There’s a terrific film out there somewhere about African-American sprinter Jesse Owens, who overcame racial prejudice in both America and Nazi Germany on his way to Olympic gold.

Owens, a pioneer in the world of track and field as much for his courage and perseverance off the track as his athletic accomplishments, is a more than worthy candidate to be honored with a feature film biopic of his life story.

Unfortunately, the new Focus Features film “Race” simply isn’t it. To be sure, it’s the rare biopic where viewers are left wanting to see more of the person the film is ostensibly about.

Even the racial tensions of the 1930s are treated with more of a winking “you know what we’re talking about here” rather than tackle issues head on as more heralded films like “Straight Outta Compton,” “Selma” and “12 Years a Slave” have.

This isn’t to say that Stephan James, the up-and-coming actor charged with bringing Owens to life on screen, doesn’t do a remarkable job in the role. James plays with great subtlety Owens’ inner conflict between simply doing right by his family and serving as an international spotlight to a greater cause.

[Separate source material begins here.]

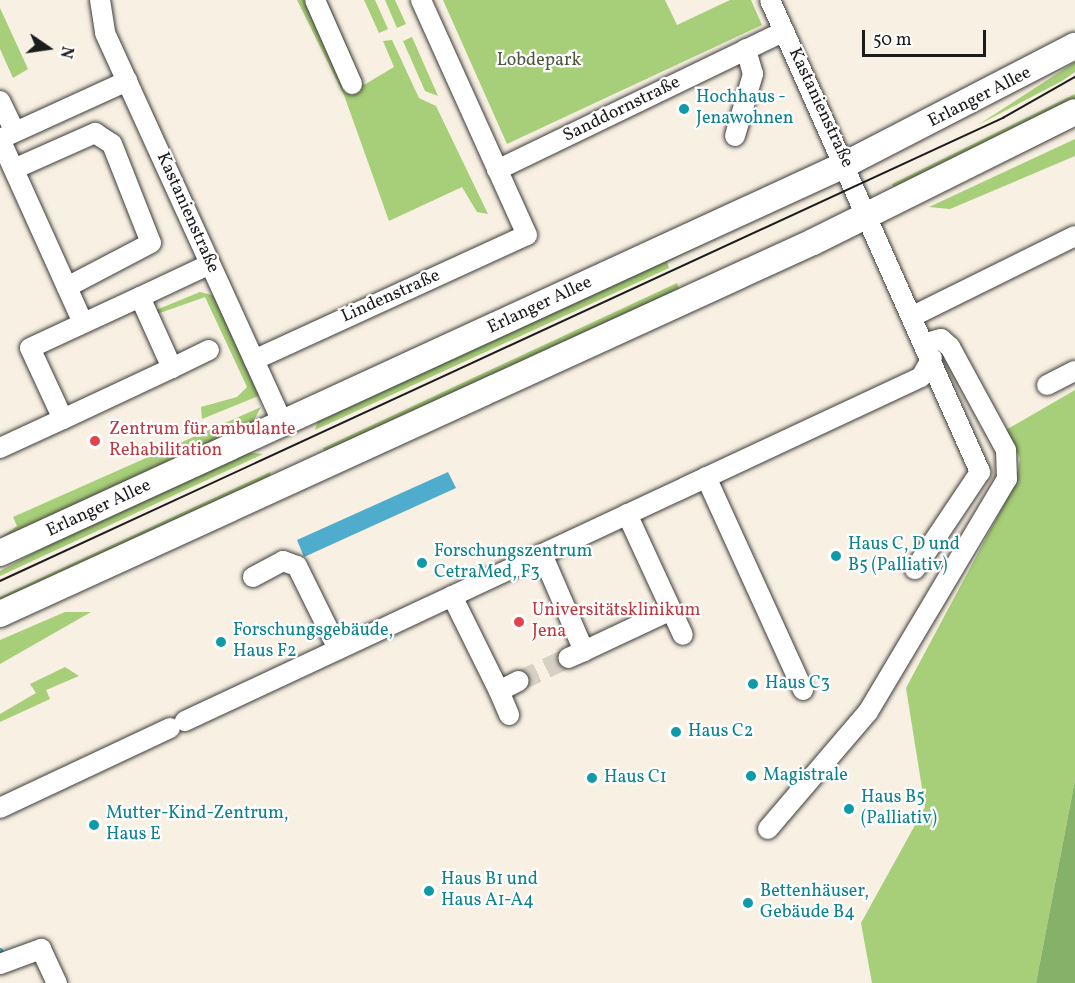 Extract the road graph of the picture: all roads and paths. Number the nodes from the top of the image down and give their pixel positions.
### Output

It’s a performance that shows great strides toward a long, prosperous career in film, but is sorely wasted by a lackluster ensemble and shoddy screenplay.
“Race” suffers most from the fact that director Stephen Hopkins and writers Joe Shrapnel and Anna Waterhouse try to do too many different things and fail to succeed at most of them, making “Race” a mediocre film at best.

At 134 minutes, the film sits about a half-hour too long for comfort.

While the story should rightly be focused on the trials and tribulations of a Olympic gold medalist dealing with racial prejudice in the 1930s, large segments of “Race” have viewers mired in geo-political debates between the American and Nazi German Olympic committees as a means of setting the stage for the film’s final act at the 1936 Berlin Olympics.

This bi-coastal game of World War II-era plot hopscotch isn’t something new, but last year’s “Woman in Gold” directed by Simon Curtis does a far more effective job of counter-balancing multiple storylines.

“We’re the Millers” lead Jason Sudeikis is horribly miscast for the part of Owens’ college coach Larry Snyder as the former “Saturday Night Live” comedian just doesn’t have the acting chops for heavy drama.

His performance feels like Sudeikis is aiming for a caricature of what legendary Dallas Cowboys coach Tom Landry would look like if he coached track and field, but Sudeikis can’t even hit that. This comes as a major letdown after his surprising, yet terrific turn last year in the independent dramedy “Sleeping with Other People,” which is highly recommended.

Nazi propaganda minister Joseph Goebbels plays far too large a role both as an on-screen and off-screen character within “Race,” though Barnaby Metschurat’s performance is stoic and effective when it needs to be.

Largely, the German leadership in “Race” – Goebbels, a distant Adolf Hitler and propaganda filmmaker Leni Riefenstahl – come off as cartoonish vaudeville baddies twisting their mustaches like the villainous Dick Dasterdly from Hanna-Barbera’s “Wacky Races”.

Looking at the film by the sum of its parts, it’s clear that Hopkins didn’t know what kind of movie he wanted to make with “Race,” so he tried, and failed, to make every kind he could think of.

Those hoping for a more traditional sports drama won’t really find what they’re looking for until the film’s final act and it’s in the moments “Race” follows Owens’ athletic pursuits on the track that the film is most compelling.

However, there’s a much better option now in theaters with “Eddie the Eagle,” which stars Taron Egerton as Michael “Eddie” Edwards, a young Brit seeking to become an Olympic ski jumper no matter the cost.

When we ultimately look back on “Race” several years from now, moviegoers will lament what could have been done with such a rich narrative history as Owens’ career. For now, it simply goes down as a mild disappointment and a film worth waiting to catch on DVD.